I 1CC'd it a couple of times on Easy and am working on a Normal clear and think I just enjoy everything that puts you off about it. I like that there's a new system (like always) that's solidly themed around the narrative (like always) and which lends a light persistence to Touhou it's not really had before; that the abilities that govern your new toolset are derived from known characters in accordance with their natures is the best kind of flavour that I could ask for, I think. There's a lot about the balance that feels at odds with the neutral immediacy of the shoot 'em up baseline in fresh and aged files being essentially the same as far as the act of play goes, as the cards you purchase during runs and add to your deck grow into a huge difference-maker, but again this connects to one of my favourite aspects about the series in that it's never been afraid to deviate from the norms despite being carried on the developer and audience end by extreme niche enthusiasts with ostensibly very set in stone preferences and expectations.

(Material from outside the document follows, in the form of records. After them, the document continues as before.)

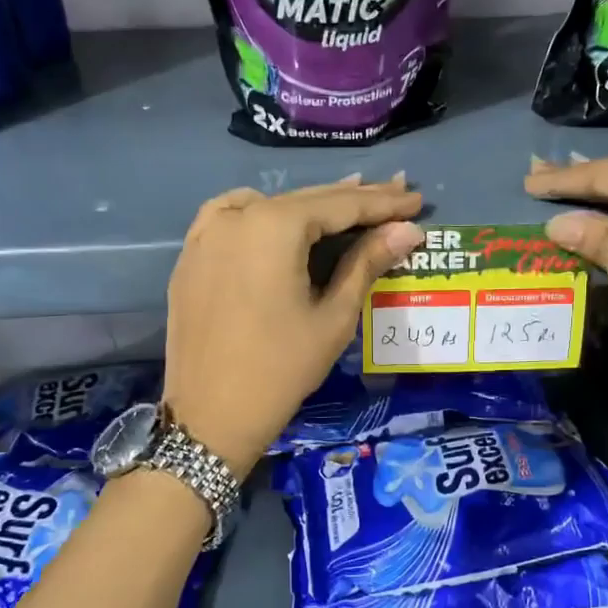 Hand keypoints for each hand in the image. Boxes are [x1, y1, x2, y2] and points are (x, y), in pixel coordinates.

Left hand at [164, 178, 424, 474]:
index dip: (383, 203)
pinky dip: (263, 214)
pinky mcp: (191, 255)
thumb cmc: (281, 369)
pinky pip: (232, 219)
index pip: (340, 205)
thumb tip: (407, 230)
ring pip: (269, 206)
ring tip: (349, 201)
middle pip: (306, 200)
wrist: (210, 416)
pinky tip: (281, 220)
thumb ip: (368, 263)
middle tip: (396, 192)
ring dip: (310, 206)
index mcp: (274, 226)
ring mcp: (207, 233)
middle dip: (353, 198)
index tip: (416, 200)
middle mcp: (236, 215)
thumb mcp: (333, 317) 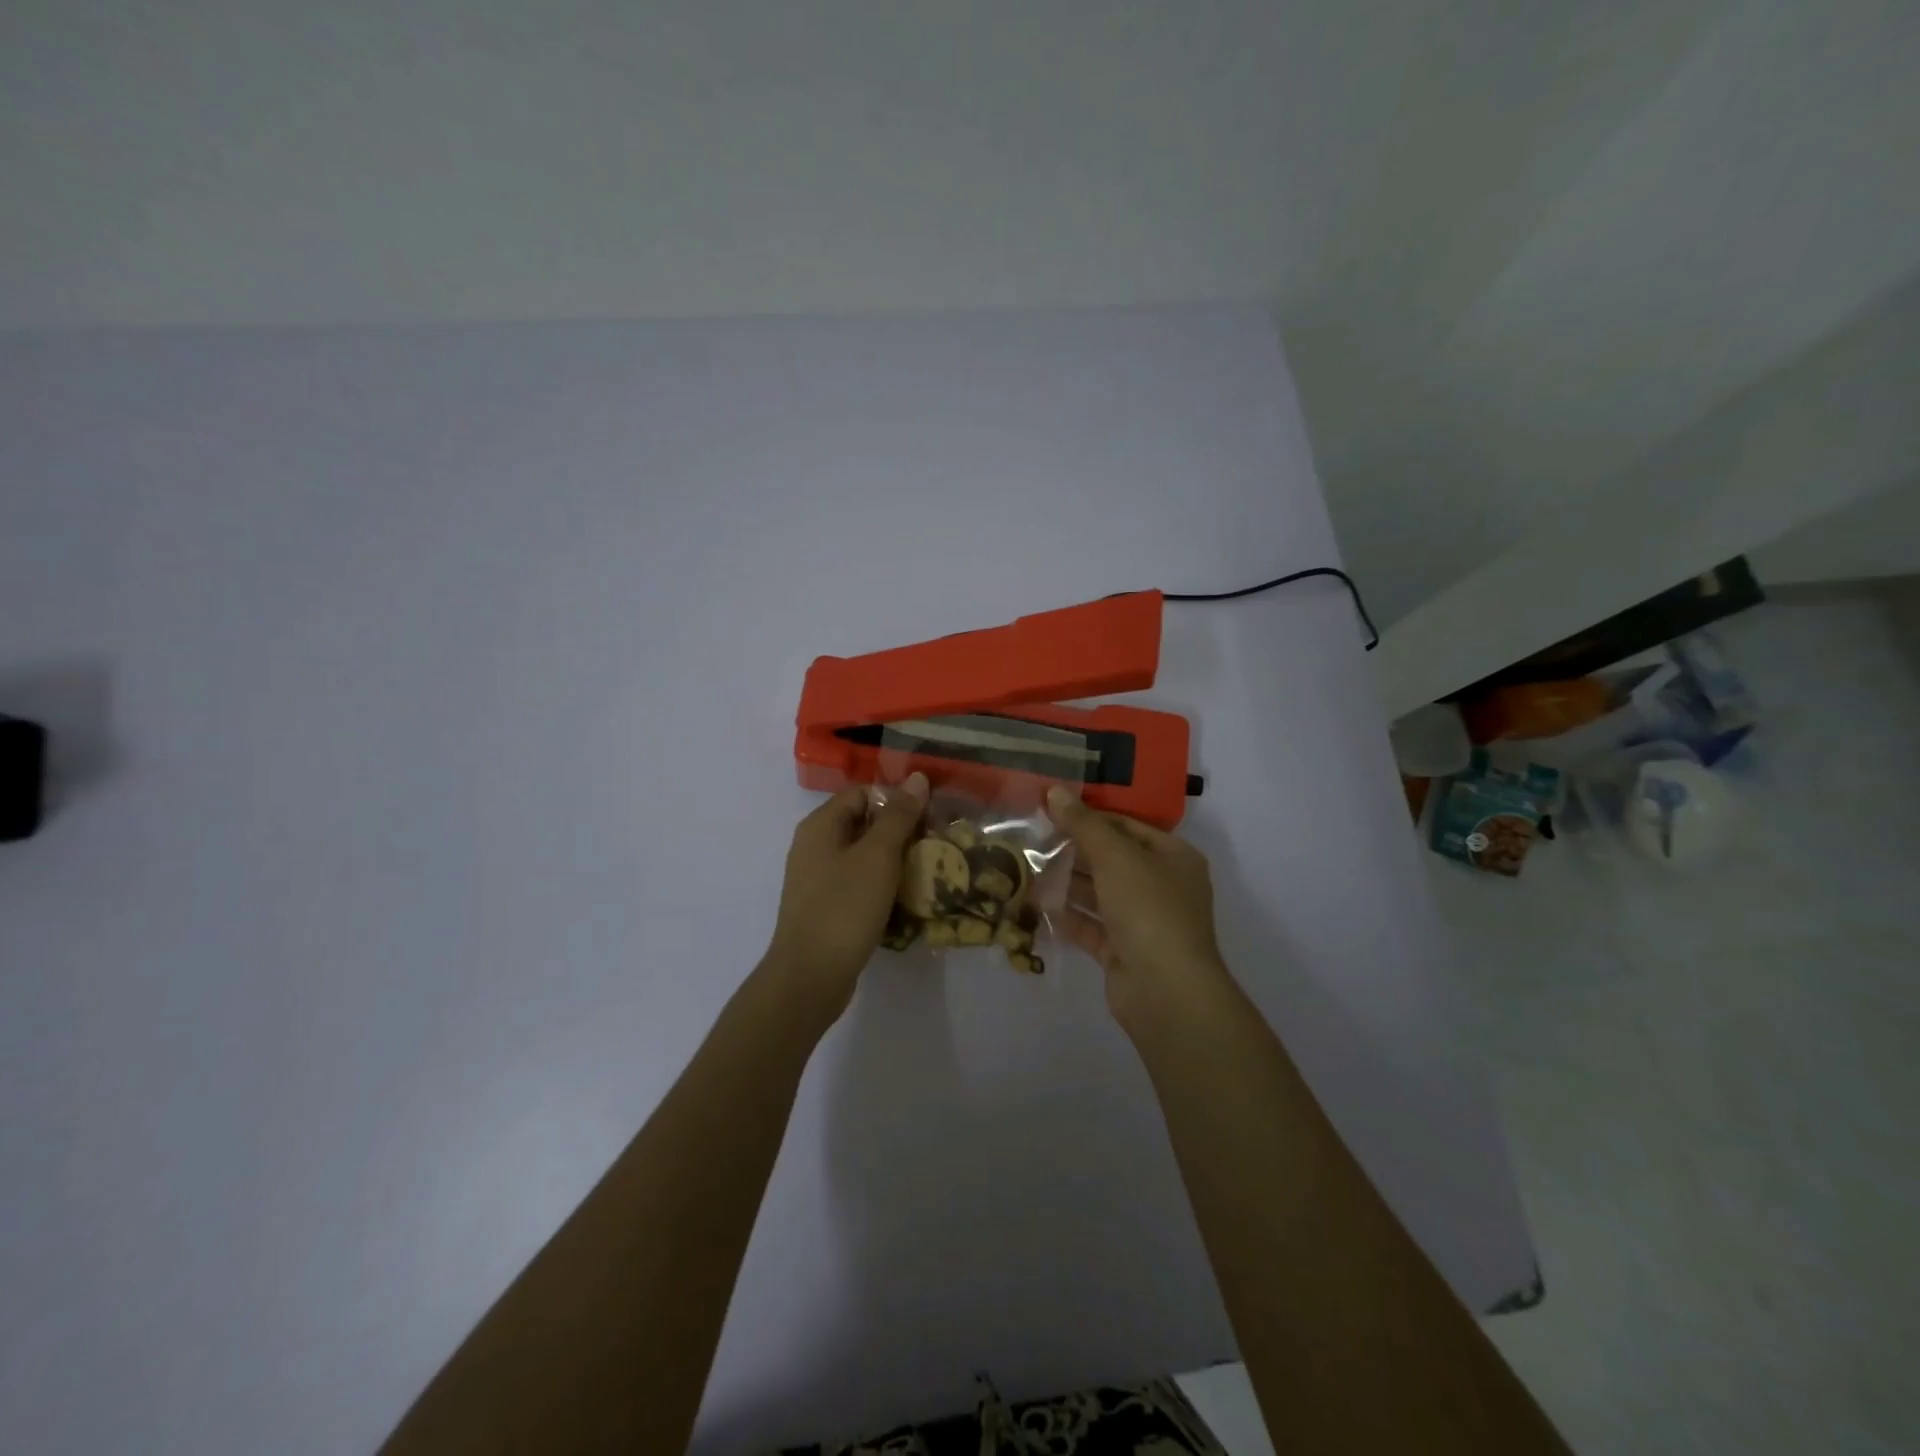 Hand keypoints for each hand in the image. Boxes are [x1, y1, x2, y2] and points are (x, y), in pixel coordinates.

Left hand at [763, 772, 928, 1027]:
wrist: (810, 976)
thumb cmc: (845, 907)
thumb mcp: (878, 856)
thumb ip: (898, 815)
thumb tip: (917, 778)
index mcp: (821, 825)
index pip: (862, 793)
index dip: (896, 799)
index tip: (928, 819)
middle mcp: (814, 845)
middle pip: (863, 823)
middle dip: (900, 831)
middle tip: (934, 846)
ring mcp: (817, 878)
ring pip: (862, 856)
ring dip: (894, 860)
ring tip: (926, 872)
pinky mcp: (825, 906)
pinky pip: (857, 883)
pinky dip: (881, 886)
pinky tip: (904, 900)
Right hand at [1047, 786, 1230, 1024]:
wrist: (1166, 991)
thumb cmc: (1148, 909)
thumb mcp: (1115, 857)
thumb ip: (1083, 824)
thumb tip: (1055, 791)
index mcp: (1173, 857)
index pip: (1127, 826)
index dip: (1090, 816)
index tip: (1050, 810)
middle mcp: (1163, 886)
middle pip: (1112, 859)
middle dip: (1073, 850)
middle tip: (1032, 838)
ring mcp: (1144, 921)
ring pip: (1100, 894)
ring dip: (1067, 883)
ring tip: (1027, 868)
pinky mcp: (1124, 951)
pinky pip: (1092, 926)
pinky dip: (1069, 916)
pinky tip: (1038, 905)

The game feels extraordinarily hard this time on default difficulty, and I think that's nice after a couple of relatively "gentler" games; in turn you now have the ability to precisely customize the manner in which you begin closing that gap; it feels mindful of its own nature in the same way Legacy of Lunatic Kingdom was, in providing the tools to overcome or emotionally "circumvent" the hardships. A number of the ability cards interact with the game in ways that make them feel like they're speaking another language altogether, more in common with the spinoff puzzlers, which is another new interesting variable next to the "get stronger and maybe bomb" paradigm that's still the core of play.

Just very into it and am looking forward to the translation as I really want to know what this new cast is all about beyond audiovisual presence, which remains great. As Antinomy of Common Flowers was about bubble economics, Unconnected Marketeers may end up being about cryptocurrency. A game for our times.